In un video rilasciato di recente, Minouche ha citato la sicurezza degli studenti come motivo principale della cancellazione dell’evento, di fatto usando le occupazioni come capro espiatorio. In realtà, il vero motivo è stato la sua incapacità di gestire la questione sia internamente — con studenti e professori da un lato e il Consiglio d’Amministrazione (il vero potere della Columbia) dall’altro — che esternamente — subendo le pressioni del Congresso Americano e dei grandi finanziatori che minacciavano di tagliare i fondi. 

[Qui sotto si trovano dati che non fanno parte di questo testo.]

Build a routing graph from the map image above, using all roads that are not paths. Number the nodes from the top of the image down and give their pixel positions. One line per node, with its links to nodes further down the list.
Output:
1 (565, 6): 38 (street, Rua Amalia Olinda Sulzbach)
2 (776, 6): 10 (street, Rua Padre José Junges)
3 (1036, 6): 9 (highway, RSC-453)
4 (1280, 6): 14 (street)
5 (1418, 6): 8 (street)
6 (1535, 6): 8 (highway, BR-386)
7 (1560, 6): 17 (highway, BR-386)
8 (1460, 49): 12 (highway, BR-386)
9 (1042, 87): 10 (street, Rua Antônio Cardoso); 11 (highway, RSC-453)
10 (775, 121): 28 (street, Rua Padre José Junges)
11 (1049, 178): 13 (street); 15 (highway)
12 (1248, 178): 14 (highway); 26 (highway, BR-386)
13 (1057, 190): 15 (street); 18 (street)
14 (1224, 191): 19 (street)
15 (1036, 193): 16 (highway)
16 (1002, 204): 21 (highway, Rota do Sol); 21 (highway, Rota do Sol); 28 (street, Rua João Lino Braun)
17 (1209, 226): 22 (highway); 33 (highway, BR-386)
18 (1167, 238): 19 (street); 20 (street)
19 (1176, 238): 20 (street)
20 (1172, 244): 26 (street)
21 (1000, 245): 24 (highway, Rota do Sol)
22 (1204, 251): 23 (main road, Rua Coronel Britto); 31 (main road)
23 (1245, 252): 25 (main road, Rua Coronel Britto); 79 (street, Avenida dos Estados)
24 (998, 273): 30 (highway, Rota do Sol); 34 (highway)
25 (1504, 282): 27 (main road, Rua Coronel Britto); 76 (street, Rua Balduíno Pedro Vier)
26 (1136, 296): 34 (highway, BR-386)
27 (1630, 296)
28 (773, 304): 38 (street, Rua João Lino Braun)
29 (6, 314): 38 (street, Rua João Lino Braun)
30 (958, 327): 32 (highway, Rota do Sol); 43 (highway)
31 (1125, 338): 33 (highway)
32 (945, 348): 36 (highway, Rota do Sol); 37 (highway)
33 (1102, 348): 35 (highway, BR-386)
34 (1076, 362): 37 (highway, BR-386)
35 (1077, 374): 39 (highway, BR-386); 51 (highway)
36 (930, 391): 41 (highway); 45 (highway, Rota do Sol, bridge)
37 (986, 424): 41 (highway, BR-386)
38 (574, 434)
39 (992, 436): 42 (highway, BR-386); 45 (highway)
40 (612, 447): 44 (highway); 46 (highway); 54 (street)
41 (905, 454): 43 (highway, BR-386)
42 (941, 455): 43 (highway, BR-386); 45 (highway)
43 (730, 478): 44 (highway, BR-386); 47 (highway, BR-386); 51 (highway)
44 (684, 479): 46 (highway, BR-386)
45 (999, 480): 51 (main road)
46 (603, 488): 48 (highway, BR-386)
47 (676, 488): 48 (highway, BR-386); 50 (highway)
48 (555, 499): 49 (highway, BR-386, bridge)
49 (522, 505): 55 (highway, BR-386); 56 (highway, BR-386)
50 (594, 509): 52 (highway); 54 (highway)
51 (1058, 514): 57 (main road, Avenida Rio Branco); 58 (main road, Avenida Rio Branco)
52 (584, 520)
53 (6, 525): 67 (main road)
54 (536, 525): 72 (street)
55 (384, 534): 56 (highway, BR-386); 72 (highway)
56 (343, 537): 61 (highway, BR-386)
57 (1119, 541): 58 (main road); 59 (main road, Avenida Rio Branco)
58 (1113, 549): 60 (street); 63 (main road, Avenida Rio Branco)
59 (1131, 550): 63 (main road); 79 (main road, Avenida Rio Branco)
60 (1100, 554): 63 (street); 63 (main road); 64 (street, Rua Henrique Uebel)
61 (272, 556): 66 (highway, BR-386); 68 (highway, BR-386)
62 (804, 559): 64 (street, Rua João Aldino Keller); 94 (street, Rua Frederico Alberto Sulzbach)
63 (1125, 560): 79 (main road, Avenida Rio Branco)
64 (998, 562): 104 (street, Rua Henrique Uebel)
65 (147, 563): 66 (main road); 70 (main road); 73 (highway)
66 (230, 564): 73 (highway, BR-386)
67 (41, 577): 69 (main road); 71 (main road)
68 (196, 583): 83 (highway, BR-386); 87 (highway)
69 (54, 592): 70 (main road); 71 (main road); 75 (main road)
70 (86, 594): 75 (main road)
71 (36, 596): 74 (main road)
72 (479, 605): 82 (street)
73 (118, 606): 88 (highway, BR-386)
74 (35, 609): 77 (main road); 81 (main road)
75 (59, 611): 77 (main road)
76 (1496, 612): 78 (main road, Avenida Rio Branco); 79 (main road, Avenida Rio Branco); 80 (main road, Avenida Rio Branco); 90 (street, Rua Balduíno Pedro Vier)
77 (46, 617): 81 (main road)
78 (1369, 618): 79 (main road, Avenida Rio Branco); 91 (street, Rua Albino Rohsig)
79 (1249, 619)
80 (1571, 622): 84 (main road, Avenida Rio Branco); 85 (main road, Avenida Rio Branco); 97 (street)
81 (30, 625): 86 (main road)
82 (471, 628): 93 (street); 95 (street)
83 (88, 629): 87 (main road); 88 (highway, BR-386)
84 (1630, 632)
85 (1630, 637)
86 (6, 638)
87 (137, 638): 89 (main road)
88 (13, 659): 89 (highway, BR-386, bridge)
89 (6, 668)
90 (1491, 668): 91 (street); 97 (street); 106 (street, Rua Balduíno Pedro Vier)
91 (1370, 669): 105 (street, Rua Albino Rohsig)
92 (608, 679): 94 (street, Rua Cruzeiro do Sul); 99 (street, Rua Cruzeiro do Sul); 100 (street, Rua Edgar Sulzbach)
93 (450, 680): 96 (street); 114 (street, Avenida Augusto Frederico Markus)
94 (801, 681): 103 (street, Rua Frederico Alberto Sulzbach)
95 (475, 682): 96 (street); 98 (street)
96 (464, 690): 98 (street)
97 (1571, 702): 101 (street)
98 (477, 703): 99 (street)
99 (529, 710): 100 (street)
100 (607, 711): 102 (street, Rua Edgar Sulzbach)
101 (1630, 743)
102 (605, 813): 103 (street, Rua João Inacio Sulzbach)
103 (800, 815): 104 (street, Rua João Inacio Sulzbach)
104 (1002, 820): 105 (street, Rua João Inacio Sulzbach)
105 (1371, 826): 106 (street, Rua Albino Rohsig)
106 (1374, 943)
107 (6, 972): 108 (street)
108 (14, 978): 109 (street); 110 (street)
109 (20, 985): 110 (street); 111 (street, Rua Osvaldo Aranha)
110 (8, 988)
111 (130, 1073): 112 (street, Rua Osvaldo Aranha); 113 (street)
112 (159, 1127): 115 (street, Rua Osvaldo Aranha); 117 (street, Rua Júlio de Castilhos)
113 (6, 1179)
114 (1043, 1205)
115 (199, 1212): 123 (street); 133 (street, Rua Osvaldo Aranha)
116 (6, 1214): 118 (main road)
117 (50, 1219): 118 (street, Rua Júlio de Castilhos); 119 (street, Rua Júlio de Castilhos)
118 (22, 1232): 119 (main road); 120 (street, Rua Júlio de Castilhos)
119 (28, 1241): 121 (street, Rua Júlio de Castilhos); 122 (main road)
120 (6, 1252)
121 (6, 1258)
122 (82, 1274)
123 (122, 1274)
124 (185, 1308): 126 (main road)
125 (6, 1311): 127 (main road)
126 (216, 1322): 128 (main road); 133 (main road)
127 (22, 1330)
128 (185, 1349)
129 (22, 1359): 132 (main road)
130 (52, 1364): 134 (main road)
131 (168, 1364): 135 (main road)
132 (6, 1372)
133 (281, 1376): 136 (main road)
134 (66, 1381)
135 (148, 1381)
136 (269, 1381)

Minouche ha continuato ad alienarsi gli studenti e i professori dopo che questi ultimi hanno saputo della cancellazione dell’evento dai giornali e non da una dovuta comunicazione di servizio. Nel frattempo, il Senato accademico ha deciso di non procedere con una mozione di sfiducia nei confronti di Minouche, anche per non indebolire l’università di fronte a potenziali attacchi esterni, ma ha votato una mozione che chiede l’immediata terminazione di tutti i procedimenti nei confronti degli studenti arrestati fino a quando le violazioni di Minouche e dell’Amministrazione occorse nei mesi passati non saranno chiarite. 

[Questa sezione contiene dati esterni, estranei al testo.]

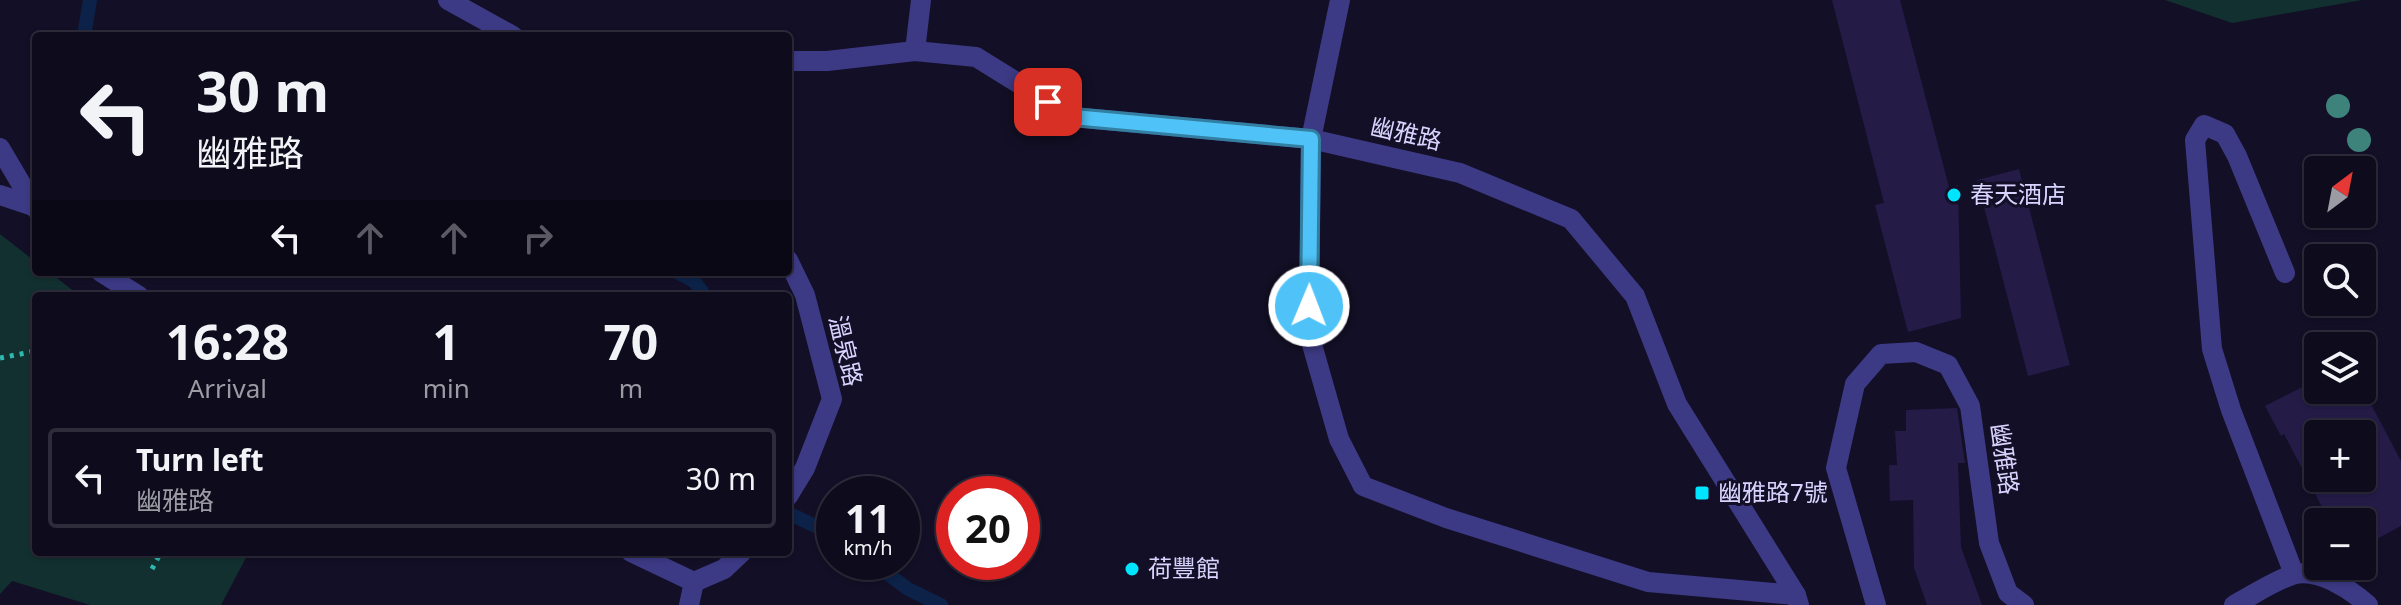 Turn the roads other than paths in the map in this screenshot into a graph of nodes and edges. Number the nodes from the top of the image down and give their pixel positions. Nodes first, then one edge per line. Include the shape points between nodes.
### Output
1 (448, 0) edge
2 (921, 0) edge
3 (1340, 0) edge
4 (506, 32) edge
5 (915, 51) junction
6 (792, 61) edge
7 (1311, 139) junction
8 (0, 148) edge
9 (0, 195) edge
10 (32, 203) edge
11 (32, 207) edge
12 (792, 268) edge
13 (2285, 273) dead end
14 (107, 276) edge
15 (133, 292) edge
16 (792, 489) edge
17 (639, 556) edge
18 (738, 556) edge
19 (2294, 574) junction
20 (694, 582) junction
21 (1797, 600) edge
22 (689, 605) edge
23 (1876, 605) edge
24 (2024, 605) edge
25 (2234, 605) edge
26 (2368, 605) edge

1 - 4 street
2 - 5 street
3 - 7 street
5 - 6 street, 幽雅路
5 - 7 street, 幽雅路 via 976,57 1073,117
7 - 21 street, 幽雅路 via 1460,173 1571,219 1635,296 1677,404
7 - 21 street via 1309,334 1339,439 1363,486 1648,582
8 - 10 street
9 - 11 street
12 - 16 street, 溫泉路 via 805,295 832,399
13 - 19 street via 2225,134 2204,125 2195,140 2212,349
14 - 15 street
17 - 20 street
18 - 20 street via 724,569
19 - 25 street
19 - 26 street via 2325,577
20 - 22 street
23 - 24 street, 幽雅路 via 1836,468 1855,384 1881,354 1916,352 1948,365 1970,406 1989,543 2008,593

La mozione nasce da un gruppo di studenti della Law School (Scuola di Giurisprudenza), i quali hanno fornito in dettaglio tutte le violazioni di Minouche e dei suoi fedelissimi dal suo insediamento. Tra queste, appunto, il trasferimento dei poteri giudiziari dal Senato all’ufficio del Presidente per quel che riguarda le manifestazioni sul campus, senza l’approvazione ufficiale e l’uso dei canali appropriati. Con la nuova legge, l’Amministrazione della Columbia aveva dissolto due associazioni studentesche in favore alla Palestina, lasciando sgomenti. Insomma, il fuoco che ha portato ben 300 poliziotti a fare irruzione con granate al fosforo, pallottole di gomma, lacrimogeni e a sparare un colpo con una pistola la notte del 30 Aprile non è nato il giorno dell’occupazione ma nasce da tempo, ritratto di un’amministrazione che non si è mai aperta al dialogo con gli studenti. L’atteggiamento di distanza preso d Minouche nei confronti di professori e studenti continua a creare tensioni tra il corpo docenti e i vertici dell’università. 

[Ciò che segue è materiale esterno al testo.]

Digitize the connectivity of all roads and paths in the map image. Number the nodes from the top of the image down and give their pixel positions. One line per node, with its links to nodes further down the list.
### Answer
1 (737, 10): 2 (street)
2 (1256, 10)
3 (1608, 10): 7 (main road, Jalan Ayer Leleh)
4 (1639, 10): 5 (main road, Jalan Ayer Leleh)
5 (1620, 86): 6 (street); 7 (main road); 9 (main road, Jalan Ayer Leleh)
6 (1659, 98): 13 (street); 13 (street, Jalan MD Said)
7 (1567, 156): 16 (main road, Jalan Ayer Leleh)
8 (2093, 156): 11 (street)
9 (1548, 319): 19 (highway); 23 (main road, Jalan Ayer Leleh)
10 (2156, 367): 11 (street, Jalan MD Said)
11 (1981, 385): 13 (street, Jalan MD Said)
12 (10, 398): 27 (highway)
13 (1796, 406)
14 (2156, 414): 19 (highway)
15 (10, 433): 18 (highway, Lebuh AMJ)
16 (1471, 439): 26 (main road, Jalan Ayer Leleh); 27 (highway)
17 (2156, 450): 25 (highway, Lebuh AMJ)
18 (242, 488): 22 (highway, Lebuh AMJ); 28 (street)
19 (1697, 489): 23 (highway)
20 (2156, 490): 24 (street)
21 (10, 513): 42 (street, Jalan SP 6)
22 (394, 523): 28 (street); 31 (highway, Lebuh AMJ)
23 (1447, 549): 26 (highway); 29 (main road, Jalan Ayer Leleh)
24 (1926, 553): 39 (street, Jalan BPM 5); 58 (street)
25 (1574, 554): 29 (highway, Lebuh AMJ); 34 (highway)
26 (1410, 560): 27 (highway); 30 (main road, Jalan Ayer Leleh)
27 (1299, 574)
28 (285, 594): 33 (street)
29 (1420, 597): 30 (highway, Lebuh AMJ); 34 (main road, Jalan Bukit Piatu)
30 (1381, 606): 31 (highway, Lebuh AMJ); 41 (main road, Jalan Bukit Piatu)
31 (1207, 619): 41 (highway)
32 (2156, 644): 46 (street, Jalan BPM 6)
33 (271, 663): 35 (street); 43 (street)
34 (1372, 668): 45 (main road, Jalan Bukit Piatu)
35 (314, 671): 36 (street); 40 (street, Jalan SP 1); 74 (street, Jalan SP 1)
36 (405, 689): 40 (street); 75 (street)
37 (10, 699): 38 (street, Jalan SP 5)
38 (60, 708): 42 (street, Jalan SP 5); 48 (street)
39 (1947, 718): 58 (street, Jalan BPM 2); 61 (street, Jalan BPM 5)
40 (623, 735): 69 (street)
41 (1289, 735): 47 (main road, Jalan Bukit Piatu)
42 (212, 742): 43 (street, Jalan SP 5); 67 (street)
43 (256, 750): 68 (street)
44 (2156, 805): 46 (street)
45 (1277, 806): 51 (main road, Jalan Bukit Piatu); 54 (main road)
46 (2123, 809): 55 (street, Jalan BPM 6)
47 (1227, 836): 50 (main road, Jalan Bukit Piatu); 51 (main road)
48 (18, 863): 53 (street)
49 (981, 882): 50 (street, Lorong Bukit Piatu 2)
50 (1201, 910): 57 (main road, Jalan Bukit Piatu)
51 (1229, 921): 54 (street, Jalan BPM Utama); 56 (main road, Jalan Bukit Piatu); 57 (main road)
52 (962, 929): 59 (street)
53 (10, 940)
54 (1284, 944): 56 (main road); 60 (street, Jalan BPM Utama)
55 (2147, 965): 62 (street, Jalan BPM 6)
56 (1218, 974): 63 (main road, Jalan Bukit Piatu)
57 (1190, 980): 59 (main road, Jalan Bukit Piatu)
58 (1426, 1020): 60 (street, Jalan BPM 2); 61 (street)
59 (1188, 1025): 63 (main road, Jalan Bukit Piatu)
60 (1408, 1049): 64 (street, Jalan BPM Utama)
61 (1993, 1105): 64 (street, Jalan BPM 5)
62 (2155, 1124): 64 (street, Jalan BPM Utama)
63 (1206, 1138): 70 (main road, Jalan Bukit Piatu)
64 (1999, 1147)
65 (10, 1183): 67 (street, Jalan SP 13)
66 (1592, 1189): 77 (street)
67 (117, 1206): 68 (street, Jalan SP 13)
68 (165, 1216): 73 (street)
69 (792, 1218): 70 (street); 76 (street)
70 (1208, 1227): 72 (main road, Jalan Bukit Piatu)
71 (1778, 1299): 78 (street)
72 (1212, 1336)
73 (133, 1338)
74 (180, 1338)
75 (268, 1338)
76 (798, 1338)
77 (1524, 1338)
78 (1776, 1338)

Si pensi, per esempio, che la prima volta che Minouche ha chiamato la polizia per sgomberare il primo campo (pacifico), lo ha fatto da Washingotn DC dopo la sua deposizione al Congresso e dopo una sbrigativa riunione via Zoom con i Presidi che le sconsigliavano quella mossa. Chissà come sarebbero andate le cose se avesse considerato il dialogo come opzione. Forse il focolaio della Columbia non sarebbe diventato il fuoco che avvolge molte università adesso. L’uso della forza è anche stato giustificato da due recenti episodi di antisemitismo alla Columbia. 

I responsabili furono subito identificati, ma nessuna azione disciplinare fu presa nei loro confronti, scatenando ancora di più la paura e insicurezza tra gli studenti. Nonostante la cerimonia principale non si farà, i genitori venuti da tutto il mondo si stanno consolando con una serie di mini-cerimonie della durata di un’ora presso lo stadio di calcio della Columbia University, lontano dal rumore del campus principale, alternandosi come gli atleti delle sfilate dei diversi paesi durante le cerimonie di apertura dei giochi Olimpici.

Purtroppo le condizioni meteo non stanno aiutando gli studenti e genitori, con pioggia e vento che mettono la volontà di tutti ad un’ultima prova prima di coronare il meritatissimo sogno. Dopo gli ultimi spasmi post-occupazione di gruppi di studenti e professori fuori il campo della Columbia seguiti all’irruzione delle forze dell’ordine, la situazione sta lentamente tornando alla «normalità», con l’accesso al campus aperto a tutti coloro che hanno un badge. La polizia, su richiesta di Minouche, continua a presidiare il campus fino al 17 Maggio — creando scontento tra la popolazione locale e i professori per una vera e propria militarizzazione. 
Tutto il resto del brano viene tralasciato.